血小板聚集和活化可促進血栓的形成,與動脈粥樣硬化密切相關[17]。P-selectin反映血小板活化程度,CD62P、CD63含量過高會擴大血栓,PAgT、PAdT是血小板黏附性與聚集性指標,與血小板聚集程度呈正相關[18]。本研究結果顯示,研究組患者P-selectin、CD62P、CD63水平低于對照組,PAgT、PAdT水平低于對照組,說明雙抗血小板聯合丁苯酞治療急性高危癥狀顱內外大動脈狹窄患者,可抑制血小板活性,控制血栓形成。BA、ACA、MCA為腦血流速度指標,頸動脈腦外周阻力、Vm水平為腦循環動力學指標,外周阻力與腦循環動力學呈正相關,平均血流速度與腦循環動力學呈負相關。

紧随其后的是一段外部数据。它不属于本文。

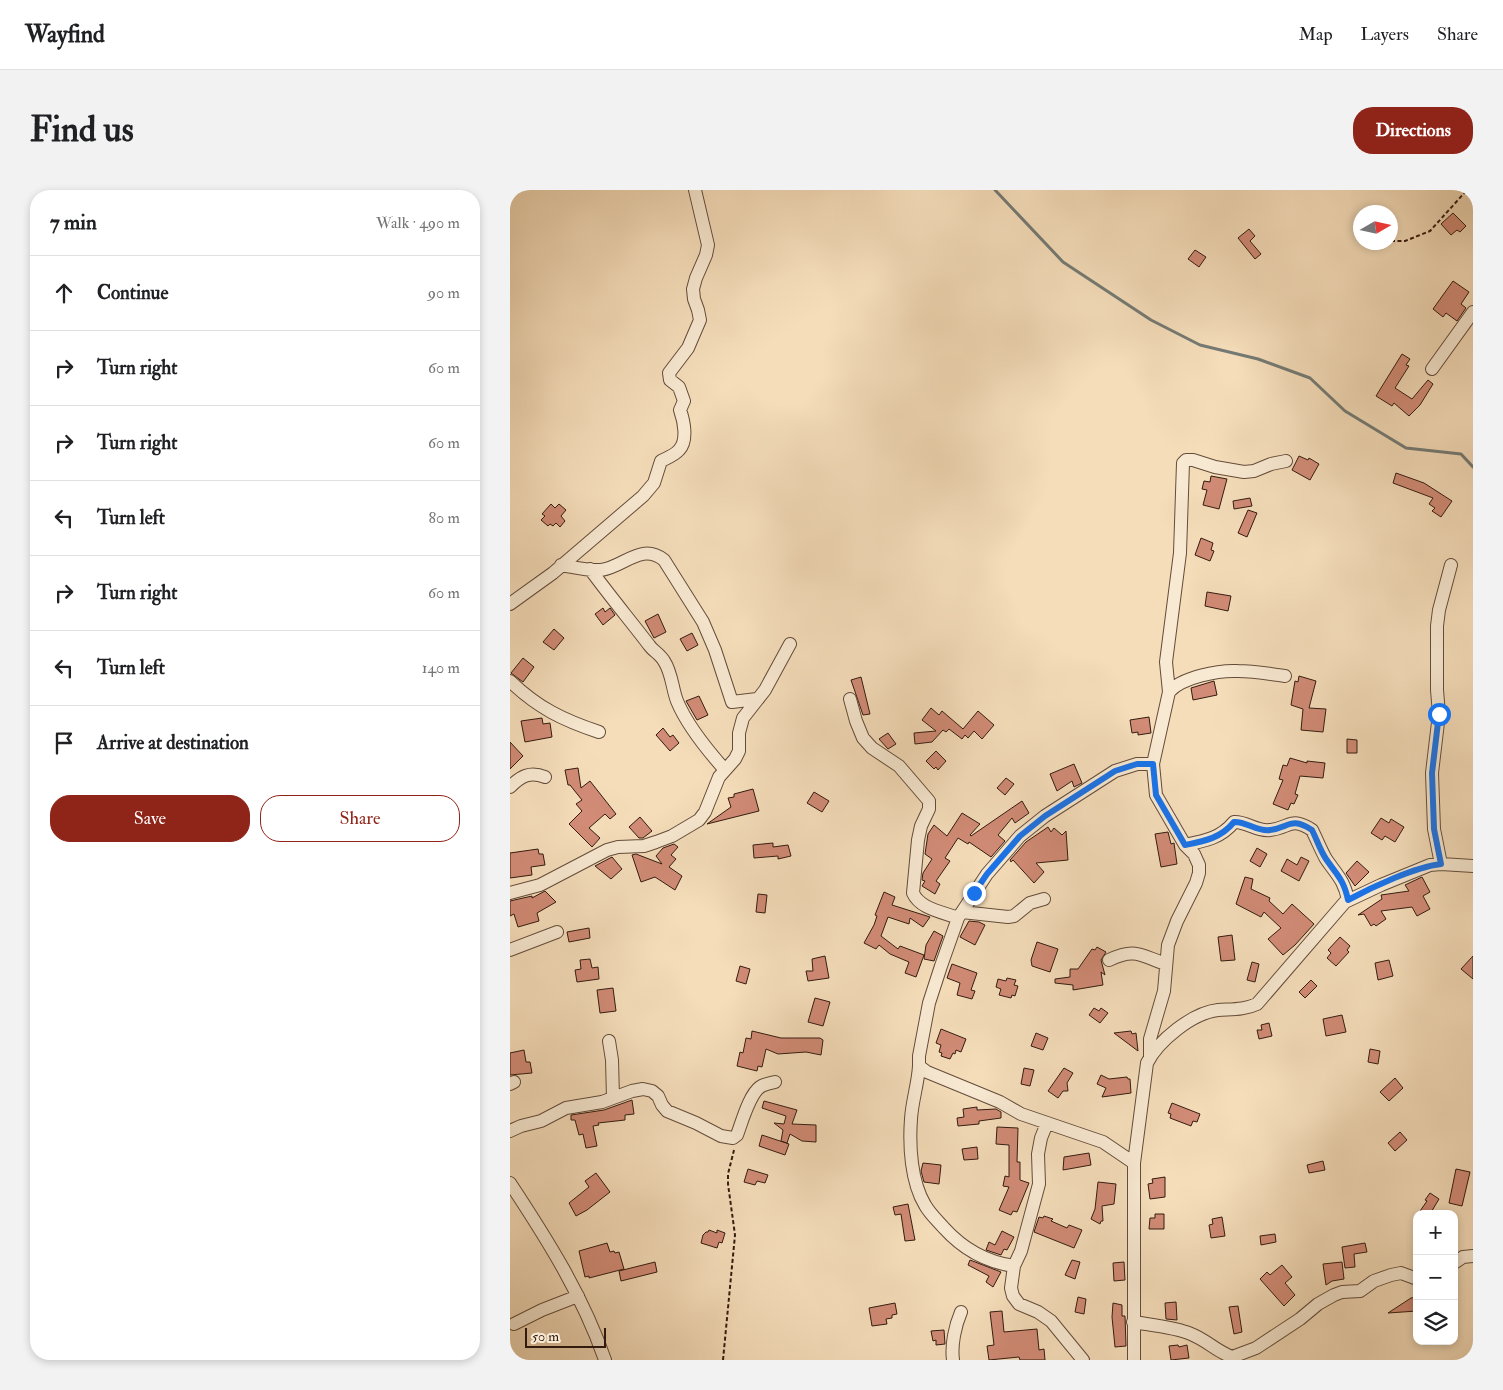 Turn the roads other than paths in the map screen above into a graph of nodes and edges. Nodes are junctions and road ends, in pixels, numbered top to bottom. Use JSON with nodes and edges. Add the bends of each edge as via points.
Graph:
{"nodes":[{"id":1,"x":695,"y":190,"type":"edge"},
{"id":2,"x":1473,"y":312,"type":"edge"},
{"id":3,"x":1432,"y":370,"type":"dead end"},
{"id":4,"x":1286,"y":461,"type":"dead end"},
{"id":5,"x":561,"y":565,"type":"junction"},
{"id":6,"x":1451,"y":565,"type":"dead end"},
{"id":7,"x":590,"y":569,"type":"junction"},
{"id":8,"x":510,"y":604,"type":"edge"},
{"id":9,"x":790,"y":644,"type":"dead end"},
{"id":10,"x":1285,"y":676,"type":"dead end"},
{"id":11,"x":510,"y":682,"type":"edge"},
{"id":12,"x":1169,"y":692,"type":"junction"},
{"id":13,"x":757,"y":699,"type":"junction"},
{"id":14,"x":850,"y":699,"type":"dead end"},
{"id":15,"x":600,"y":732,"type":"dead end"},
{"id":16,"x":1153,"y":764,"type":"junction"},
{"id":17,"x":724,"y":770,"type":"junction"},
{"id":18,"x":545,"y":777,"type":"dead end"},
{"id":19,"x":510,"y":787,"type":"edge"},
{"id":20,"x":1185,"y":845,"type":"junction"},
{"id":21,"x":1441,"y":864,"type":"junction"},
{"id":22,"x":1473,"y":866,"type":"edge"},
{"id":23,"x":510,"y":893,"type":"edge"},
{"id":24,"x":1044,"y":899,"type":"dead end"},
{"id":25,"x":1348,"y":900,"type":"junction"},
{"id":26,"x":960,"y":915,"type":"junction"},
{"id":27,"x":557,"y":932,"type":"dead end"},
{"id":28,"x":510,"y":950,"type":"edge"},
{"id":29,"x":1108,"y":960,"type":"dead end"},
{"id":30,"x":1166,"y":964,"type":"junction"},
{"id":31,"x":609,"y":1041,"type":"dead end"},
{"id":32,"x":1150,"y":1057,"type":"junction"},
{"id":33,"x":919,"y":1066,"type":"junction"},
{"id":34,"x":775,"y":1082,"type":"dead end"},
{"id":35,"x":613,"y":1098,"type":"junction"},
{"id":36,"x":1047,"y":1123,"type":"junction"},
{"id":37,"x":510,"y":1131,"type":"edge"},
{"id":38,"x":1134,"y":1163,"type":"junction"},
{"id":39,"x":510,"y":1183,"type":"edge"},
{"id":40,"x":1473,"y":1256,"type":"edge"},
{"id":41,"x":1458,"y":1260,"type":"edge"},
{"id":42,"x":1014,"y":1266,"type":"junction"},
{"id":43,"x":1413,"y":1278,"type":"edge"},
{"id":44,"x":578,"y":1296,"type":"junction"},
{"id":45,"x":961,"y":1312,"type":"dead end"},
{"id":46,"x":1133,"y":1322,"type":"junction"},
{"id":47,"x":514,"y":1324,"type":"dead end"},
{"id":48,"x":605,"y":1360,"type":"edge"},
{"id":49,"x":953,"y":1360,"type":"edge"},
{"id":50,"x":1082,"y":1360,"type":"edge"},
{"id":51,"x":1134,"y":1360,"type":"edge"}],
"edges":[{"from":1,"to":5,"type":"street","via":[[708,245],[693,289],[700,320],[688,348],[669,373],[684,401],[680,410],[684,430],[682,446],[661,461],[650,489]]},
{"from":2,"to":3,"type":"street"},
{"from":4,"to":12,"type":"street","via":[[1244,472],[1193,460],[1183,463],[1180,553],[1166,662]]},
{"from":5,"to":7,"type":"street"},
{"from":5,"to":8,"type":"street"},
{"from":6,"to":21,"type":"street","via":[[1437,626],[1439,714],[1432,782],[1434,829]]},
{"from":7,"to":13,"type":"street","via":[[601,570],[637,555],[658,555],[703,622],[732,702]]},
{"from":7,"to":17,"type":"street","via":[[625,617],[662,658],[684,716]]},
{"from":9,"to":13,"type":"street"},
{"from":10,"to":12,"type":"street","via":[[1237,671],[1214,674],[1176,684]]},
{"from":11,"to":15,"type":"street","via":[[542,708],[569,722]]},
{"from":12,"to":16,"type":"street"},
{"from":13,"to":17,"type":"street","via":[[743,718],[739,751]]},
{"from":14,"to":26,"type":"street","via":[[863,738],[899,766],[929,801],[918,840],[913,893],[916,899],[920,904]]},
{"from":16,"to":20,"type":"street","via":[[1156,795]]},
{"from":16,"to":26,"type":"street","via":[[1137,764],[1115,771],[1045,816],[1020,836],[987,874]]},
{"from":17,"to":23,"type":"street","via":[[699,820],[672,836],[644,846],[607,850],[540,885]]},
{"from":18,"to":19,"type":"street","via":[[528,775]]},
{"from":20,"to":25,"type":"street","via":[[1218,836],[1234,822],[1270,830],[1289,823],[1299,824],[1312,830],[1324,856],[1346,887]]},
{"from":20,"to":30,"type":"street","via":[[1194,854],[1199,873],[1168,945]]},
{"from":21,"to":22,"type":"street"},
{"from":21,"to":25,"type":"street","via":[[1417,869]]},
{"from":24,"to":26,"type":"street","via":[[1030,903],[1008,918]]},
{"from":25,"to":32,"type":"street","via":[[1256,1004],[1199,1016],[1173,1032]]},
{"from":26,"to":33,"type":"street","via":[[929,1003]]},
{"from":27,"to":28,"type":"street"},
{"from":29,"to":30,"type":"street","via":[[1137,953]]},
{"from":30,"to":32,"type":"street","via":[[1164,991],[1150,1039]]},
{"from":31,"to":35,"type":"street"},
{"from":32,"to":38,"type":"street"},
{"from":33,"to":36,"type":"street","via":[[926,1072]]},
{"from":33,"to":42,"type":"street","via":[[911,1119],[913,1174],[917,1190],[926,1207],[960,1244],[980,1256]]},
{"from":34,"to":35,"type":"street","via":[[760,1086],[756,1091],[733,1138],[721,1136],[667,1111],[652,1091],[643,1089]]},
{"from":35,"to":37,"type":"street","via":[[566,1108],[542,1122]]},
{"from":36,"to":38,"type":"street","via":[[1103,1142]]},
{"from":36,"to":42,"type":"street","via":[[1038,1154],[1038,1184],[1021,1252]]},
{"from":38,"to":46,"type":"street"},
{"from":39,"to":44,"type":"street"},
{"from":40,"to":41,"type":"street"},
{"from":42,"to":50,"type":"street","via":[[1012,1296],[1024,1308],[1051,1321]]},
{"from":43,"to":46,"type":"street","via":[[1401,1273],[1391,1275],[1374,1281],[1360,1292],[1334,1295],[1256,1348],[1232,1357],[1188,1332]]},
{"from":44,"to":47,"type":"street"},
{"from":44,"to":48,"type":"street"},
{"from":45,"to":49,"type":"street","via":[[956,1323]]},
{"from":46,"to":51,"type":"street"}]}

研究組患者BA、ACA、MCA水平高于對照組,血管狹窄程度、外周阻力水平低于對照組,平均血流速度水平高于對照組,腦卒中發生率低于對照組,說明雙抗血小板聯合丁苯酞治療急性高危癥狀顱內外大動脈狹窄患者,可提升患者腦循環動力學,降低患者血管狹窄程度,提升腦血流速度,降低腦卒中發生率。
綜上所述,雙抗血小板聯合丁苯酞治療急性高危癥狀顱內外大動脈狹窄患者,可抑制患者血小板活性,控制血栓形成,提升患者腦循環動力學,降低患者血管狹窄程度,提升腦血流速度,降低腦卒中發生率,值得推廣。